WHAT THE TASK ASKS: Return the entries in their entirety, precisely as given.

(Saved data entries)
——

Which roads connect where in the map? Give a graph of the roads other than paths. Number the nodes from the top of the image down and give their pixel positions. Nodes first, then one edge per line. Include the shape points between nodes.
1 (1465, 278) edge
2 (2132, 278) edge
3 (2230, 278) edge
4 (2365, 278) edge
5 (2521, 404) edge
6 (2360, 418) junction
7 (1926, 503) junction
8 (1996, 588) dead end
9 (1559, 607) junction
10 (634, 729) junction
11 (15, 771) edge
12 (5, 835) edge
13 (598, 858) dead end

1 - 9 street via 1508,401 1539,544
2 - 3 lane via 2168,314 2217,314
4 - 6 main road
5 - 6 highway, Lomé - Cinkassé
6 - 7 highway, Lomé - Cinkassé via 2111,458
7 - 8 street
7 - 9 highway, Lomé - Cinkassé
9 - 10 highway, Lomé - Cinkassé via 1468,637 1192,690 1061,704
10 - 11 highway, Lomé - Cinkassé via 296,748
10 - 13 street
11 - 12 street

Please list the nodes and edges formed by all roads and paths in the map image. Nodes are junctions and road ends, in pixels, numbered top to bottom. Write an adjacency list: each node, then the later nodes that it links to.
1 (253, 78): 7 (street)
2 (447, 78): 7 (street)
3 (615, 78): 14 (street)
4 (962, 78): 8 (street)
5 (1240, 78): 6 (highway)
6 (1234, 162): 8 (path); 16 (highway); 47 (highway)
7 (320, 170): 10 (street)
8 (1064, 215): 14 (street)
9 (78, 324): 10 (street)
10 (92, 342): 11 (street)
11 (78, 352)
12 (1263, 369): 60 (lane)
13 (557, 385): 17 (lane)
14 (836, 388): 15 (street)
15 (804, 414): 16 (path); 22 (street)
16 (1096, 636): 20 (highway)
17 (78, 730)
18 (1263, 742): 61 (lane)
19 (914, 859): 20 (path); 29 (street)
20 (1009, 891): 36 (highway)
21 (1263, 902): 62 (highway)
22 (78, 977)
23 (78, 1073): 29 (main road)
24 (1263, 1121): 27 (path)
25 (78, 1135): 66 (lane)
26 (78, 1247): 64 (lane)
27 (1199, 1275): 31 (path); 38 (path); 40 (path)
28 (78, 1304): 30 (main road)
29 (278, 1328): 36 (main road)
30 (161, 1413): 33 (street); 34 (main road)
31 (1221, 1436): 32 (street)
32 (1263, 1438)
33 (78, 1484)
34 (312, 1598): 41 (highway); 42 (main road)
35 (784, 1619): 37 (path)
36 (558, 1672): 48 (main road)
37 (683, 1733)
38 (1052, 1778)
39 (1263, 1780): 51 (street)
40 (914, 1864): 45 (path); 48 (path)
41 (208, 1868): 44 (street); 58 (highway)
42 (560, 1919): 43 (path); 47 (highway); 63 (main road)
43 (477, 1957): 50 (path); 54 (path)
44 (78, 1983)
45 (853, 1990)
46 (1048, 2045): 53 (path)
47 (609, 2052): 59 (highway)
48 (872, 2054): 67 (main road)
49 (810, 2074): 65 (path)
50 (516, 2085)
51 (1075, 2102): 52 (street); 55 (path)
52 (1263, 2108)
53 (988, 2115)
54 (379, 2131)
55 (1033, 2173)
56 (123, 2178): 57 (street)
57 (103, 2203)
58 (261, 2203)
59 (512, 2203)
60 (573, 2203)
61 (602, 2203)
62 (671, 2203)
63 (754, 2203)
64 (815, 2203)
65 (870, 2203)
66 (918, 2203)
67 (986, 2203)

——

RESULT OF THE TASK:
Which roads connect where in the map? Give a graph of the roads other than paths. Number the nodes from the top of the image down and give their pixel positions. Nodes first, then one edge per line. Include the shape points between nodes.
1 (1465, 278) edge
2 (2132, 278) edge
3 (2230, 278) edge
4 (2365, 278) edge
5 (2521, 404) edge
6 (2360, 418) junction
7 (1926, 503) junction
8 (1996, 588) dead end
9 (1559, 607) junction
10 (634, 729) junction
11 (15, 771) edge
12 (5, 835) edge
13 (598, 858) dead end

1 - 9 street via 1508,401 1539,544
2 - 3 lane via 2168,314 2217,314
4 - 6 main road
5 - 6 highway, Lomé - Cinkassé
6 - 7 highway, Lomé - Cinkassé via 2111,458
7 - 8 street
7 - 9 highway, Lomé - Cinkassé
9 - 10 highway, Lomé - Cinkassé via 1468,637 1192,690 1061,704
10 - 11 highway, Lomé - Cinkassé via 296,748
10 - 13 street
11 - 12 street

Please list the nodes and edges formed by all roads and paths in the map image. Nodes are junctions and road ends, in pixels, numbered top to bottom. Write an adjacency list: each node, then the later nodes that it links to.
1 (253, 78): 7 (street)
2 (447, 78): 7 (street)
3 (615, 78): 14 (street)
4 (962, 78): 8 (street)
5 (1240, 78): 6 (highway)
6 (1234, 162): 8 (path); 16 (highway); 47 (highway)
7 (320, 170): 10 (street)
8 (1064, 215): 14 (street)
9 (78, 324): 10 (street)
10 (92, 342): 11 (street)
11 (78, 352)
12 (1263, 369): 60 (lane)
13 (557, 385): 17 (lane)
14 (836, 388): 15 (street)
15 (804, 414): 16 (path); 22 (street)
16 (1096, 636): 20 (highway)
17 (78, 730)
18 (1263, 742): 61 (lane)
19 (914, 859): 20 (path); 29 (street)
20 (1009, 891): 36 (highway)
21 (1263, 902): 62 (highway)
22 (78, 977)
23 (78, 1073): 29 (main road)
24 (1263, 1121): 27 (path)
25 (78, 1135): 66 (lane)
26 (78, 1247): 64 (lane)
27 (1199, 1275): 31 (path); 38 (path); 40 (path)
28 (78, 1304): 30 (main road)
29 (278, 1328): 36 (main road)
30 (161, 1413): 33 (street); 34 (main road)
31 (1221, 1436): 32 (street)
32 (1263, 1438)
33 (78, 1484)
34 (312, 1598): 41 (highway); 42 (main road)
35 (784, 1619): 37 (path)
36 (558, 1672): 48 (main road)
37 (683, 1733)
38 (1052, 1778)
39 (1263, 1780): 51 (street)
40 (914, 1864): 45 (path); 48 (path)
41 (208, 1868): 44 (street); 58 (highway)
42 (560, 1919): 43 (path); 47 (highway); 63 (main road)
43 (477, 1957): 50 (path); 54 (path)
44 (78, 1983)
45 (853, 1990)
46 (1048, 2045): 53 (path)
47 (609, 2052): 59 (highway)
48 (872, 2054): 67 (main road)
49 (810, 2074): 65 (path)
50 (516, 2085)
51 (1075, 2102): 52 (street); 55 (path)
52 (1263, 2108)
53 (988, 2115)
54 (379, 2131)
55 (1033, 2173)
56 (123, 2178): 57 (street)
57 (103, 2203)
58 (261, 2203)
59 (512, 2203)
60 (573, 2203)
61 (602, 2203)
62 (671, 2203)
63 (754, 2203)
64 (815, 2203)
65 (870, 2203)
66 (918, 2203)
67 (986, 2203)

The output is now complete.